After execution, Matanbuchus collects system data, checks for security tools, and confirms privilege levels before transmitting details to its Command-and-Control (C2) server. Additional payloads are then delivered as MSI packages or executables. Persistence is achieved by creating scheduled tasks using COM objects and injecting shellcode, a technique that blends simplicity and sophistication.

Stealth and Control: Why It’s Dangerous

The loader supports advanced features, including WQL queries and remote commands to gather details on processes, services, and installed applications.

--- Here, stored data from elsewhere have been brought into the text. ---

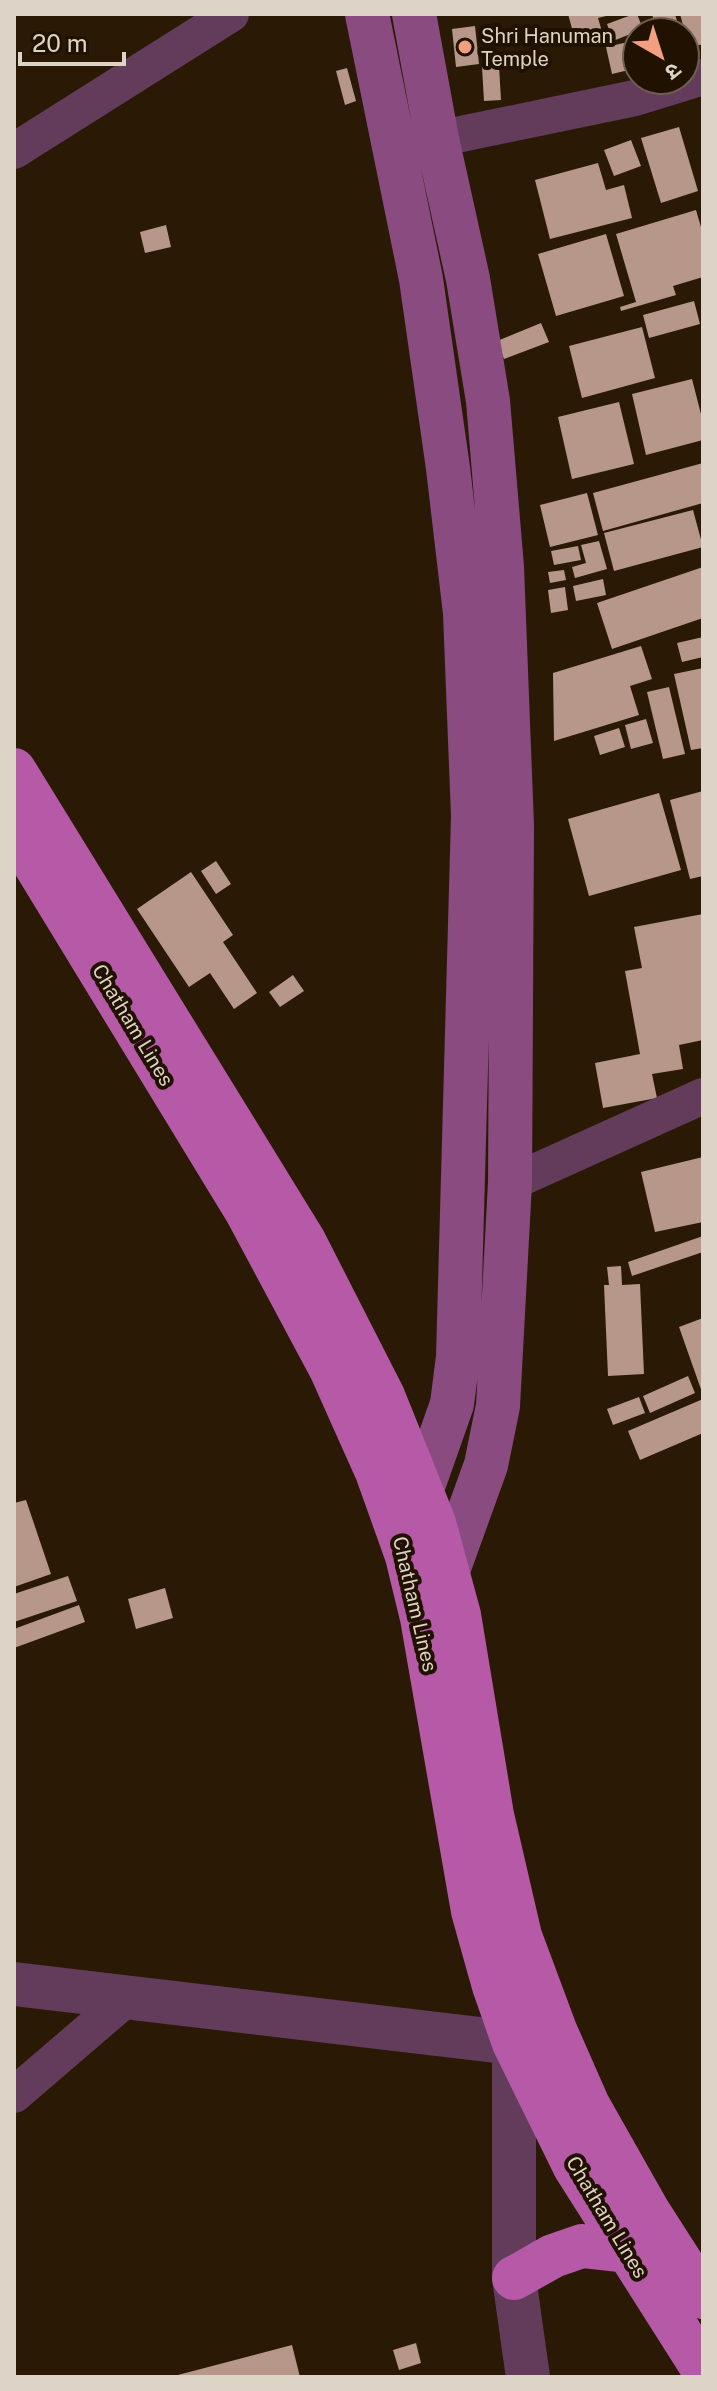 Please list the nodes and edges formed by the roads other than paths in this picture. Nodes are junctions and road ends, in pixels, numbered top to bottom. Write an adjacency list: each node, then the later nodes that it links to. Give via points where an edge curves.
1 (231, 14): 6 (street)
2 (367, 14): 11 (main road, via 421,279 448,468 465,613 473,816 458,1357 452,1404)
3 (414, 14): 5 (main road)
4 (703, 77): 5 (street, via 635,98)
5 (437, 139): 10 (main road, via 488,401 501,552 512,826)
6 (14, 151)
7 (14, 770): 11 (highway, Chatham Lines, via 304,1241 383,1396)
8 (14, 830): 16 (highway, Chatham Lines, via 247,1212 331,1369 377,1472 411,1571 473,1911)
9 (703, 1096): 10 (street)
10 (510, 1183): 12 (main road, via 498,1406 486,1465)
11 (421, 1492): 12 (highway, Chatham Lines)
12 (447, 1573): 15 (highway, Chatham Lines, via 520,1936)
13 (14, 1984): 14 (street)
14 (127, 1998): 16 (street); 17 (street)
15 (555, 2030): 16 (street); 20 (highway, Chatham Lines, via 588,2105)
16 (514, 2043): 18 (highway, Chatham Lines, via 575,2167); 19 (street)
17 (14, 2095)
18 (627, 2251): 19 (highway, via 582,2246); 21 (highway, Chatham Lines)
19 (514, 2278): 22 (street)
20 (703, 2297)
21 (703, 2369)
22 (528, 2377)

It can execute system commands such as regsvr32, rundll32, msiexec, and even perform process hollowing, highlighting its flexibility.

Pricing and the Business Model Behind the Threat

This MaaS platform has seen its pricing skyrocket with its feature set:

• $10,000/month for the HTTPS version
• $15,000/month for the DNS version

Such costs reflect the malware's effectiveness and demand in the cybercrime ecosystem.

Matanbuchus and the Bigger Picture of MaaS Evolution

The latest version epitomizes the trend toward stealth-first loaders leveraging LOLBins, COM hijacking, and PowerShell stagers to remain undetected. Its abuse of collaboration tools like Microsoft Teams and Zoom further complicates enterprise security. Researchers emphasize integrating loader detection into attack surface management as these threats continue to evolve.